O enigmático Príncipe Míchkin e questões políticas
Ora entendido como um louco, ora como uma criança, ora como um gênio, o protagonista de “O idiota” representa um contraponto às expectativas e aspirações comuns da sociedade russa do séc. XIX. Por meio do Príncipe (que faz lembrar Dom Quixote e Jesus Cristo), Dostoiévsky faz mostrar como na alta e média sociedade russa do séc.

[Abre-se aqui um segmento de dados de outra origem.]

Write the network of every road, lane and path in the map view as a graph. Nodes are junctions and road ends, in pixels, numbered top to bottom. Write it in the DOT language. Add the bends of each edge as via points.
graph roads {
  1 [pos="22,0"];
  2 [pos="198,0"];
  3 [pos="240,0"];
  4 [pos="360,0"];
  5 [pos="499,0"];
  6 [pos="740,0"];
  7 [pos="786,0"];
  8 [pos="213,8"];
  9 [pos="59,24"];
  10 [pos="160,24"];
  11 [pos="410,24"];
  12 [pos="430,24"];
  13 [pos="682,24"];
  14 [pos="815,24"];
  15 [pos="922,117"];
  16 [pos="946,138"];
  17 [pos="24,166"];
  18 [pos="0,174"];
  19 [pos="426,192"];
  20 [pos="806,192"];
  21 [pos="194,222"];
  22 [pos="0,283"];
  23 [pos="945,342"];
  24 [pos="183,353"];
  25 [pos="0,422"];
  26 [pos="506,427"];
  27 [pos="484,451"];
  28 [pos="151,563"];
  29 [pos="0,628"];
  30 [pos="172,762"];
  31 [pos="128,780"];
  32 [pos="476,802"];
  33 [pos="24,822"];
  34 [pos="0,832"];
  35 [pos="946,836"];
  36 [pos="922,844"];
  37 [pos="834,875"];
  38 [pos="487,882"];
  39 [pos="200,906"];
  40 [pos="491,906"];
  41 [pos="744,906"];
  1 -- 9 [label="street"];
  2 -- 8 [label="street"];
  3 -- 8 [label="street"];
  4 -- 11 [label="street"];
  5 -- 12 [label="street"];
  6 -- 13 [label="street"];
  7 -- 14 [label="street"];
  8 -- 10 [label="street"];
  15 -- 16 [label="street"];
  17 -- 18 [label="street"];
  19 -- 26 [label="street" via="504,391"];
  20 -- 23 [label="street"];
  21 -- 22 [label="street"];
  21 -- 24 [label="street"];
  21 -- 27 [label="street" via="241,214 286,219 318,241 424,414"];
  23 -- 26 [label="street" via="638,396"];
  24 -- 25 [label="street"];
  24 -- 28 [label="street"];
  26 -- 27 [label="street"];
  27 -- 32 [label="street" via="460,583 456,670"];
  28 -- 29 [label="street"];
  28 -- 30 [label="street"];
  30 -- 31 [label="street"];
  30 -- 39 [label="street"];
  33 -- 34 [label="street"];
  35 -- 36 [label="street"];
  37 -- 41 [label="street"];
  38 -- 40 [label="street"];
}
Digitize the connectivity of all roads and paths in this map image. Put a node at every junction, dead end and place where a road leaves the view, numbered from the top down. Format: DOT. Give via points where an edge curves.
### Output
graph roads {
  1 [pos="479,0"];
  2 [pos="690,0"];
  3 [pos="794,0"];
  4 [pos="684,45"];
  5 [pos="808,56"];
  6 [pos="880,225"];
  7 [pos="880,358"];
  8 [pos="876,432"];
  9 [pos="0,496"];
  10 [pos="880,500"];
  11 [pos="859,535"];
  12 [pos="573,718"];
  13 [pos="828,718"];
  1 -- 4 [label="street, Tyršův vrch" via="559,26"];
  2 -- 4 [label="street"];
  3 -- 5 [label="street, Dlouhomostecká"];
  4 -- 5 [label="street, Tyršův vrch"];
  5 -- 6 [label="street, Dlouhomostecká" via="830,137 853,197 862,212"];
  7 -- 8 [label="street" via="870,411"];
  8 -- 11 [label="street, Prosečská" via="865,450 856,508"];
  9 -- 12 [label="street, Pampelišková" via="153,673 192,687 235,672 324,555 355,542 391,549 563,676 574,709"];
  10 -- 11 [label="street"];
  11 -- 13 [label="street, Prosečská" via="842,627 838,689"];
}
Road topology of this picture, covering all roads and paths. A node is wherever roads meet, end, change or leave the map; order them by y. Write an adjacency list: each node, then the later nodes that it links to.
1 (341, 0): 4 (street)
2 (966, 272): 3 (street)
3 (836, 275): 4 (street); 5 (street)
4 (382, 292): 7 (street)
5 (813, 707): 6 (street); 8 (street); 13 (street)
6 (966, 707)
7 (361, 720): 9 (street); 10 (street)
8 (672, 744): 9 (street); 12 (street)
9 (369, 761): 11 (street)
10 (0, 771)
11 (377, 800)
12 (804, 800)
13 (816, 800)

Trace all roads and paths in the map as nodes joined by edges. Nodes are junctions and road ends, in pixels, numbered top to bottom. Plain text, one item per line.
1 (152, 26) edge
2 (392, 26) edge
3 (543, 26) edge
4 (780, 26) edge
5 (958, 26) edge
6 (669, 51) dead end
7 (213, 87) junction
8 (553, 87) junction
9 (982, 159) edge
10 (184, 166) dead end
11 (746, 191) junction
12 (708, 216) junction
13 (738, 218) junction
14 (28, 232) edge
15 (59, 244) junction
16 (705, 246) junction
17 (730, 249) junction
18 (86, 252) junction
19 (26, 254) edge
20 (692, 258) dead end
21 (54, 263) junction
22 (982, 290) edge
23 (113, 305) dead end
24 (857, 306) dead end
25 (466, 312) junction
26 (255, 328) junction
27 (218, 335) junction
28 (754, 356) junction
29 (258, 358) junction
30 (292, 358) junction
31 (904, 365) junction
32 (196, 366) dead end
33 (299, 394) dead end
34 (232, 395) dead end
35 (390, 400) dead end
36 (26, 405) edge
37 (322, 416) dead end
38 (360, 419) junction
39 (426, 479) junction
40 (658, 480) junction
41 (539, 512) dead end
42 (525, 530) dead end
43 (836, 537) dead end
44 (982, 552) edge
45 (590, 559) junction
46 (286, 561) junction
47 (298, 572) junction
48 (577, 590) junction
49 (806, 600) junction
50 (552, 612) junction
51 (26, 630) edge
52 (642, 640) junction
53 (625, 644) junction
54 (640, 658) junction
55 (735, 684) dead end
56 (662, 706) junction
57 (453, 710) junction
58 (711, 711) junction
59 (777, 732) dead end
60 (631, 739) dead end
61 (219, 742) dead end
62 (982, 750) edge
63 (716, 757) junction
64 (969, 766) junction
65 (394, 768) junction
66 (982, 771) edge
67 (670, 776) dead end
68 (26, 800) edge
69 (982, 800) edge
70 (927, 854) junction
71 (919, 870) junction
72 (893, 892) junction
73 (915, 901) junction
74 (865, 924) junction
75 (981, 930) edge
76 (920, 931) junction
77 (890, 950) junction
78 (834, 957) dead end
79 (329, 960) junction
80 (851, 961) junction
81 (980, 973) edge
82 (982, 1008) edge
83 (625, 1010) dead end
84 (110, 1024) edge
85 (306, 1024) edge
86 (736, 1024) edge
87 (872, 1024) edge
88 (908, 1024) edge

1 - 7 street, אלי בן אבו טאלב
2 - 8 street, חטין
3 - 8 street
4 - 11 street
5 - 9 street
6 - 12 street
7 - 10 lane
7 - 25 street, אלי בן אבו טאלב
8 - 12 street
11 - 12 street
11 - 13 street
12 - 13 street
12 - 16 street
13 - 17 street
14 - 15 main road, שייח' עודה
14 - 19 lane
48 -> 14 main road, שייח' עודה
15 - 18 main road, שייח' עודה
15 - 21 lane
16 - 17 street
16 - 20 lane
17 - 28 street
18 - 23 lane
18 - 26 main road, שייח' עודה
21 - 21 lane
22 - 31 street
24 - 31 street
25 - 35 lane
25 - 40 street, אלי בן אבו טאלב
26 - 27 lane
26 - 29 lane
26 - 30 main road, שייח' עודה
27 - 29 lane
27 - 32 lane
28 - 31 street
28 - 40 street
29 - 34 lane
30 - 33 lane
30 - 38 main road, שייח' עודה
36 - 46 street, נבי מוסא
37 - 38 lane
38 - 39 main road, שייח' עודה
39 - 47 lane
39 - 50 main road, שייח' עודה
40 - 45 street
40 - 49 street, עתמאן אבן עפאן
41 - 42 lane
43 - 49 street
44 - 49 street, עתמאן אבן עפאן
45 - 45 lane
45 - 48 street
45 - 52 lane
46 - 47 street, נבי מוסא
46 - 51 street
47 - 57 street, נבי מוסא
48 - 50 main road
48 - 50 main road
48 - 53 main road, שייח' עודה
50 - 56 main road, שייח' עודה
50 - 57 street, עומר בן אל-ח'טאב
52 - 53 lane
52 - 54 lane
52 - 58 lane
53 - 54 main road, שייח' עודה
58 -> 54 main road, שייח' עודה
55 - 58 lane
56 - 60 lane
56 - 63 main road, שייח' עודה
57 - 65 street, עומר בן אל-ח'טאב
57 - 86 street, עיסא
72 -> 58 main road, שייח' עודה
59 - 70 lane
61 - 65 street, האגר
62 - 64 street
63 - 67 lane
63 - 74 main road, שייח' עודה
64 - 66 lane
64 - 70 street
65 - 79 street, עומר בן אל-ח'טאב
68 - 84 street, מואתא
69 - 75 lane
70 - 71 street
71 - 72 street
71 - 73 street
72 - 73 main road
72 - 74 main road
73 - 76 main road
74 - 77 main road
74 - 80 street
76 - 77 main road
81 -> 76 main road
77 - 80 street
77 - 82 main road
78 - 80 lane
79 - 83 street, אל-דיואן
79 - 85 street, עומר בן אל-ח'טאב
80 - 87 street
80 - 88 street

XIX um personagem com boas intenções pessoais é, antes de mais nada, um incompreendido.
Há um certo pessimismo aqui, havendo a ideia de que as ações boas e altruístas não encontram espaços em meios onde vigoram os valores burgueses e urbanos importados da Europa, co-existindo, não obstante, com o tradicionalismo Russo. A divisão de opinião acerca da modernização política e cultural da Rússia, pela via “ocidental” (“ocidentalistas”) ou por uma via tipicamente russa (“eslavófilos”) era objeto de debate, então. Não temos elementos suficientes para afirmar com segurança a qual grupo Dostoipevsky se filiava. Segundo informações bibliográficas – contidas na edição da “34” – o escritor era sim um crítico da linha ocidentalista, sem com isso ser um adepto sectário e sem críticas da linha eslavófila.
Seja como for, em “O idiota”, o Príncipe vê-se diante de uma sociedade em transformação, que importa valores e ideias liberais (havendo controvertidos diálogos acerca da “questão feminina”) e, não obstante, conserva entre alguns personagens valores e práticas antigas, como sinaliza as lembranças do general Ívolguin e algumas falas da velha Lisavieta Prokófievna. Excluído daquela sociedade por meios certamente injustos aos olhos do leitor, o Príncipe pode, hoje, retratar de maneira alegórica os limites dos discursos da ética, da justiça e do bem fazer em meio a um mundo movido pela busca incessante do lucro pessoal. O pessimismo dostoiésvkiano dá pistas da política de “O Idiota”.